# Exercise requirements:
A complete, word-for-word restatement of the entries is needed.

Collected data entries
• • •

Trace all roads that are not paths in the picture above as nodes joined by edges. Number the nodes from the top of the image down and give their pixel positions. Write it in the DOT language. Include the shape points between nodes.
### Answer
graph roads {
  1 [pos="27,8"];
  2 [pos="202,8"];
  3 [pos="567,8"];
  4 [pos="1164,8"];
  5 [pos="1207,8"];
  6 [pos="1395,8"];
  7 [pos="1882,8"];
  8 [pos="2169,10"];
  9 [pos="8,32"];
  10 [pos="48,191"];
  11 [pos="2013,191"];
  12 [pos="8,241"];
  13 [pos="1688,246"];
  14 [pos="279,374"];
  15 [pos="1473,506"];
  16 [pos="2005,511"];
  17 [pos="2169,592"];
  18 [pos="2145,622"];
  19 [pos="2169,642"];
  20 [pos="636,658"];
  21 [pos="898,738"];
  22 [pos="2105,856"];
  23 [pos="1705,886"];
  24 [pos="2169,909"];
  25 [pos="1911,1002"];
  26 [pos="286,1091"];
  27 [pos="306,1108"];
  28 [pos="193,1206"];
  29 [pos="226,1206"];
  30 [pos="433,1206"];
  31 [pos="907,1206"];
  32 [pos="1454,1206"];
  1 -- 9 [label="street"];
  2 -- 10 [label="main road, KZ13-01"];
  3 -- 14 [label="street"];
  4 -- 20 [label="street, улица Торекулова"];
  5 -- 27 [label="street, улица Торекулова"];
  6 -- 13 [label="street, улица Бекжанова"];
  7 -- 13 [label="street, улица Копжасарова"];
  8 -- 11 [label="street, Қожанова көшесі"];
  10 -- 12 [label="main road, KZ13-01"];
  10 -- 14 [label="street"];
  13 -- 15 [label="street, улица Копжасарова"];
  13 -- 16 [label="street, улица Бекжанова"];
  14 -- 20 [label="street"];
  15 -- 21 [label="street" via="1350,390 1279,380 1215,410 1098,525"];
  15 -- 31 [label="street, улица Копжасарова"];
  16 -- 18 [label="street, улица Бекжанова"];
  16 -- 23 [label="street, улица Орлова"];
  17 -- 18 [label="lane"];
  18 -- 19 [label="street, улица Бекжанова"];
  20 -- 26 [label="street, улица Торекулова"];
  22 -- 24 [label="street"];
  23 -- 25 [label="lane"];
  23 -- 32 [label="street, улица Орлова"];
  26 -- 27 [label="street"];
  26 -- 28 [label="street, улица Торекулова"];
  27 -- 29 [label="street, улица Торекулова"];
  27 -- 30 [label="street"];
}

• • •

# Completed task:
Trace all roads that are not paths in the picture above as nodes joined by edges. Number the nodes from the top of the image down and give their pixel positions. Write it in the DOT language. Include the shape points between nodes.
### Answer
graph roads {
  1 [pos="27,8"];
  2 [pos="202,8"];
  3 [pos="567,8"];
  4 [pos="1164,8"];
  5 [pos="1207,8"];
  6 [pos="1395,8"];
  7 [pos="1882,8"];
  8 [pos="2169,10"];
  9 [pos="8,32"];
  10 [pos="48,191"];
  11 [pos="2013,191"];
  12 [pos="8,241"];
  13 [pos="1688,246"];
  14 [pos="279,374"];
  15 [pos="1473,506"];
  16 [pos="2005,511"];
  17 [pos="2169,592"];
  18 [pos="2145,622"];
  19 [pos="2169,642"];
  20 [pos="636,658"];
  21 [pos="898,738"];
  22 [pos="2105,856"];
  23 [pos="1705,886"];
  24 [pos="2169,909"];
  25 [pos="1911,1002"];
  26 [pos="286,1091"];
  27 [pos="306,1108"];
  28 [pos="193,1206"];
  29 [pos="226,1206"];
  30 [pos="433,1206"];
  31 [pos="907,1206"];
  32 [pos="1454,1206"];
  1 -- 9 [label="street"];
  2 -- 10 [label="main road, KZ13-01"];
  3 -- 14 [label="street"];
  4 -- 20 [label="street, улица Торекулова"];
  5 -- 27 [label="street, улица Торекулова"];
  6 -- 13 [label="street, улица Бекжанова"];
  7 -- 13 [label="street, улица Копжасарова"];
  8 -- 11 [label="street, Қожанова көшесі"];
  10 -- 12 [label="main road, KZ13-01"];
  10 -- 14 [label="street"];
  13 -- 15 [label="street, улица Копжасарова"];
  13 -- 16 [label="street, улица Бекжанова"];
  14 -- 20 [label="street"];
  15 -- 21 [label="street" via="1350,390 1279,380 1215,410 1098,525"];
  15 -- 31 [label="street, улица Копжасарова"];
  16 -- 18 [label="street, улица Бекжанова"];
  16 -- 23 [label="street, улица Орлова"];
  17 -- 18 [label="lane"];
  18 -- 19 [label="street, улица Бекжанова"];
  20 -- 26 [label="street, улица Торекулова"];
  22 -- 24 [label="street"];
  23 -- 25 [label="lane"];
  23 -- 32 [label="street, улица Орлова"];
  26 -- 27 [label="street"];
  26 -- 28 [label="street, улица Торекулова"];
  27 -- 29 [label="street, улица Торекулова"];
  27 -- 30 [label="street"];
}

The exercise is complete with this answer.